> **Assigned task**
Which lines of the listing hold the string "name"? Copy those lines.

> **Excerpted data**

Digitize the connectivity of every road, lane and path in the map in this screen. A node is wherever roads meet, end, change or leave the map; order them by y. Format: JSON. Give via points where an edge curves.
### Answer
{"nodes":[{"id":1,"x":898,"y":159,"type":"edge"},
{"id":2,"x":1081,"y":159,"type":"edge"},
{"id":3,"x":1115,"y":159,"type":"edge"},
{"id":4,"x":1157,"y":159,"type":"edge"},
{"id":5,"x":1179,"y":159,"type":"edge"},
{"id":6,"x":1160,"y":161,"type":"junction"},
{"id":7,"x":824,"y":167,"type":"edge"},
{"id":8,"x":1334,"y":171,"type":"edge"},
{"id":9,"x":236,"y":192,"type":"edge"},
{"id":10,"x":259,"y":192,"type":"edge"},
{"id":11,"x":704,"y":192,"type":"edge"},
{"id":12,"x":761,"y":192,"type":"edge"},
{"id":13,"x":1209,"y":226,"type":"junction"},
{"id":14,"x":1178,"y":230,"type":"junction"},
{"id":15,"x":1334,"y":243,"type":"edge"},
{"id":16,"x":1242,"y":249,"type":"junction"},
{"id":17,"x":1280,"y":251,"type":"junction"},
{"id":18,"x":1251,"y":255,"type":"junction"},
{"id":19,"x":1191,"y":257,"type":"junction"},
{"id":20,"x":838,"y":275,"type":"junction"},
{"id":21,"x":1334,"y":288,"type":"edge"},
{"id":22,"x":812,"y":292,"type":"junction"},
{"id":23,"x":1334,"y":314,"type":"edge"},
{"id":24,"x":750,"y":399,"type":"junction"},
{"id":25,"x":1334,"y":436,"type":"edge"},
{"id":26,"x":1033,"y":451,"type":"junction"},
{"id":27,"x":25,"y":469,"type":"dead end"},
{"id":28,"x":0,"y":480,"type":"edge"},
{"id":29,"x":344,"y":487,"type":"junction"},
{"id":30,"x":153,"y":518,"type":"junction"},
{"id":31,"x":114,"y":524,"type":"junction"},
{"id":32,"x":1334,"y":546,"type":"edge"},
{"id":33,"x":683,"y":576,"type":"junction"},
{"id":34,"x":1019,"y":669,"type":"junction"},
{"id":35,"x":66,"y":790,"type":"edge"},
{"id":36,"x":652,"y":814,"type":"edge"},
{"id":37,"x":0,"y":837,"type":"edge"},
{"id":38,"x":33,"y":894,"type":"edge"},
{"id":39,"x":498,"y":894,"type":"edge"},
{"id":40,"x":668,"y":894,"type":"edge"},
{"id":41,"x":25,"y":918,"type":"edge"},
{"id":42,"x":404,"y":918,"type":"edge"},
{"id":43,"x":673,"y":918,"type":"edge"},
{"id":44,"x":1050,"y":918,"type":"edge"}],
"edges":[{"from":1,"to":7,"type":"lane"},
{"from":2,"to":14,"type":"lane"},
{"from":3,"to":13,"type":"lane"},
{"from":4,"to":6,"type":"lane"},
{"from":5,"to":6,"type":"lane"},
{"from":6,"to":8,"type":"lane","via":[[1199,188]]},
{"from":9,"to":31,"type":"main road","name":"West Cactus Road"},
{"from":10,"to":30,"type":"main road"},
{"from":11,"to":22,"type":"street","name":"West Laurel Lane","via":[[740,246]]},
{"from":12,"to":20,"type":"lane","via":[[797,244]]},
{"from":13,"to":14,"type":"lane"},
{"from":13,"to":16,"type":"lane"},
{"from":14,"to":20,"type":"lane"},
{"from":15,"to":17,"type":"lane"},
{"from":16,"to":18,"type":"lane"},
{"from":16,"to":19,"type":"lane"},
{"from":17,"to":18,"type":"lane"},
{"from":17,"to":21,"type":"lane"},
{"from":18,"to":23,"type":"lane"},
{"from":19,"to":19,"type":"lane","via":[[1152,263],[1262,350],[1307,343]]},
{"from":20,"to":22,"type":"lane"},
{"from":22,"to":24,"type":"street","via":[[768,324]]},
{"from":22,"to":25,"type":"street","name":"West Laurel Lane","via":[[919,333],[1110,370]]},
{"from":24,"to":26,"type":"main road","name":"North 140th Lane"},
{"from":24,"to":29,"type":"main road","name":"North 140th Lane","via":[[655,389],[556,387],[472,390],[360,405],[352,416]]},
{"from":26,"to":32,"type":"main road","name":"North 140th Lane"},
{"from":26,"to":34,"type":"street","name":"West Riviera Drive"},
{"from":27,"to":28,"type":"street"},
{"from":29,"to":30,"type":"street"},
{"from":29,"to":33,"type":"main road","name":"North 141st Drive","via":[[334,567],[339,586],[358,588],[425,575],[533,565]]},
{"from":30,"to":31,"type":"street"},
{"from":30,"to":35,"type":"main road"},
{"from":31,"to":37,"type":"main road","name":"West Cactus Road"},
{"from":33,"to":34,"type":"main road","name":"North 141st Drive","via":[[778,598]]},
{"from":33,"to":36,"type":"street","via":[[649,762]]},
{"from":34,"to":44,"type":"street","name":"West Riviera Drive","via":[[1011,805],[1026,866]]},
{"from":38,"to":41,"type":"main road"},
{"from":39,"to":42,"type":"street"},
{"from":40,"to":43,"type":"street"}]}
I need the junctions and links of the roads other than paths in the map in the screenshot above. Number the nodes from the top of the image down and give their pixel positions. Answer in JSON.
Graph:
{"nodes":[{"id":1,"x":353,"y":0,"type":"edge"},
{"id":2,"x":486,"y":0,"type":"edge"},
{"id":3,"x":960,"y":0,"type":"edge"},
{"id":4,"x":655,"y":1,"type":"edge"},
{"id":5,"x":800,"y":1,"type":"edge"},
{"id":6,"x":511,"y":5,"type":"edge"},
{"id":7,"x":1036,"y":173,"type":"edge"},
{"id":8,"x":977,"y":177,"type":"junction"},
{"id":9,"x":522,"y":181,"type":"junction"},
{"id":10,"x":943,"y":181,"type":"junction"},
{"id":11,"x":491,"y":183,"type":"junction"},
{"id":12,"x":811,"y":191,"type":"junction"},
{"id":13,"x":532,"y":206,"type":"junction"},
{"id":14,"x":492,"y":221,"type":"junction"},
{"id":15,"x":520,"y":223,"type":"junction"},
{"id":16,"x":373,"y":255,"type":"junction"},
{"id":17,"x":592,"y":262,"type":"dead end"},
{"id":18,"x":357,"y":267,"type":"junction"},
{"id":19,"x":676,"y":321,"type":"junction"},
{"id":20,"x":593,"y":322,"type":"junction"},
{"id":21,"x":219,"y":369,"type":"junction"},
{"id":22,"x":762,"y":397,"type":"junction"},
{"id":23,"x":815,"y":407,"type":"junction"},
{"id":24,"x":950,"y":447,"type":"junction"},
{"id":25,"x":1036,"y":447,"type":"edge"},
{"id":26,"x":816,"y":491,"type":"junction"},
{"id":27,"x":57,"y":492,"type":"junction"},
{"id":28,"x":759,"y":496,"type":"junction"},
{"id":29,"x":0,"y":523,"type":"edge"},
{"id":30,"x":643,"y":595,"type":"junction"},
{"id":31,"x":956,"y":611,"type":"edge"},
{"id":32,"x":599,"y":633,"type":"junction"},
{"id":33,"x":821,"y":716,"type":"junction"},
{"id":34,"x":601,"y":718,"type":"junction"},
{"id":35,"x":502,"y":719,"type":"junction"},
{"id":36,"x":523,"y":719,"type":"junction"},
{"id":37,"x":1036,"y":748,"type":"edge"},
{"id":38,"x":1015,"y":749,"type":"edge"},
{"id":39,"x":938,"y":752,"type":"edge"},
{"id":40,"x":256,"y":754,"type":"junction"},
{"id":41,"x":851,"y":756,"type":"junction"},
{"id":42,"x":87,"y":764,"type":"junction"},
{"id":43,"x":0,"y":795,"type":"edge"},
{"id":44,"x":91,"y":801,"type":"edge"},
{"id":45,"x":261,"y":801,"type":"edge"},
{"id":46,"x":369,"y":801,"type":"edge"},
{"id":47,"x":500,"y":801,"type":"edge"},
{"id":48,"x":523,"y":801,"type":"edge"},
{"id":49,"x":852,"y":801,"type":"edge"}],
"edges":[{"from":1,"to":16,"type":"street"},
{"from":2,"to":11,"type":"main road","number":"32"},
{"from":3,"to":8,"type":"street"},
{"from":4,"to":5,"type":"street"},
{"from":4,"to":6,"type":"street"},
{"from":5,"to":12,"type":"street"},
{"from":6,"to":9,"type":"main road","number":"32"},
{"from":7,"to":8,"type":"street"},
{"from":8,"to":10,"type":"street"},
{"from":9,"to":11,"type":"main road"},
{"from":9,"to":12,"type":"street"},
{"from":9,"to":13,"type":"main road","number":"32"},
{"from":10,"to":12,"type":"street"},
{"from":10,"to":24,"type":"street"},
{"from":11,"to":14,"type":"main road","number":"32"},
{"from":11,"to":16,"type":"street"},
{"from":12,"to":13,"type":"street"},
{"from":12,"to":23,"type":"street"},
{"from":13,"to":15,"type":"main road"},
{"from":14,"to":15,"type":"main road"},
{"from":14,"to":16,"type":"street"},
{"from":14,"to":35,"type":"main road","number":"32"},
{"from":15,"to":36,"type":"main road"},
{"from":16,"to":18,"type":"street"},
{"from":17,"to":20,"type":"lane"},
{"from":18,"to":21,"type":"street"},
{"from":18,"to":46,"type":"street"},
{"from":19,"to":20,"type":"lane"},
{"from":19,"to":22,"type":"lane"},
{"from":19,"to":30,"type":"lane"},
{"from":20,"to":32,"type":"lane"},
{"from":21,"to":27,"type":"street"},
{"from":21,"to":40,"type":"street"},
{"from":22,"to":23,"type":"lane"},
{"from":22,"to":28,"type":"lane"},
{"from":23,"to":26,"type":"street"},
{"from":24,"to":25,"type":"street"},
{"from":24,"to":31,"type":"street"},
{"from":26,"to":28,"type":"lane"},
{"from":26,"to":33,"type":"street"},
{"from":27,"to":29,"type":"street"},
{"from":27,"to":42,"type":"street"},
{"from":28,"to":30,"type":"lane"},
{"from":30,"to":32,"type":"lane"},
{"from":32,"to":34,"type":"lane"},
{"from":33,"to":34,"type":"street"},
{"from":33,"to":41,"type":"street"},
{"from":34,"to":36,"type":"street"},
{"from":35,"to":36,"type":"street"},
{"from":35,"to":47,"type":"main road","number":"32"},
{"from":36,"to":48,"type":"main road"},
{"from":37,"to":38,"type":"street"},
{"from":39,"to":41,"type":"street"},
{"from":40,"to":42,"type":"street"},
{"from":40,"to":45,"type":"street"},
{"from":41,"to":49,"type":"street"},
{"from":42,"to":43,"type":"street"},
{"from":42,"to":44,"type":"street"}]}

> **Reply**
{"from":9,"to":31,"type":"main road","name":"West Cactus Road"},
{"from":11,"to":22,"type":"street","name":"West Laurel Lane","via":[[740,246]]},
{"from":22,"to":25,"type":"street","name":"West Laurel Lane","via":[[919,333],[1110,370]]},
{"from":24,"to":26,"type":"main road","name":"North 140th Lane"},
{"from":24,"to":29,"type":"main road","name":"North 140th Lane","via":[[655,389],[556,387],[472,390],[360,405],[352,416]]},
{"from":26,"to":32,"type":"main road","name":"North 140th Lane"},
{"from":26,"to":34,"type":"street","name":"West Riviera Drive"},
{"from":29,"to":33,"type":"main road","name":"North 141st Drive","via":[[334,567],[339,586],[358,588],[425,575],[533,565]]},
{"from":31,"to":37,"type":"main road","name":"West Cactus Road"},
{"from":33,"to":34,"type":"main road","name":"North 141st Drive","via":[[778,598]]},
{"from":34,"to":44,"type":"street","name":"West Riviera Drive","via":[[1011,805],[1026,866]]},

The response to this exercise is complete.